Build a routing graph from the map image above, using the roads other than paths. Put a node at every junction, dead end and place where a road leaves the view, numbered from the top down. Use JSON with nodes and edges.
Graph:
---
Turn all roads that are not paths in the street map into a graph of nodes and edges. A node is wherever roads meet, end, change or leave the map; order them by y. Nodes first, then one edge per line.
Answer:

- **Exercise directions**: Copy every line in the records above that contains the word "paths".

- **Answer to the problem**:
Build a routing graph from the map image above, using the roads other than paths. Put a node at every junction, dead end and place where a road leaves the view, numbered from the top down. Use JSON with nodes and edges.
Turn all roads that are not paths in the street map into a graph of nodes and edges. A node is wherever roads meet, end, change or leave the map; order them by y. Nodes first, then one edge per line.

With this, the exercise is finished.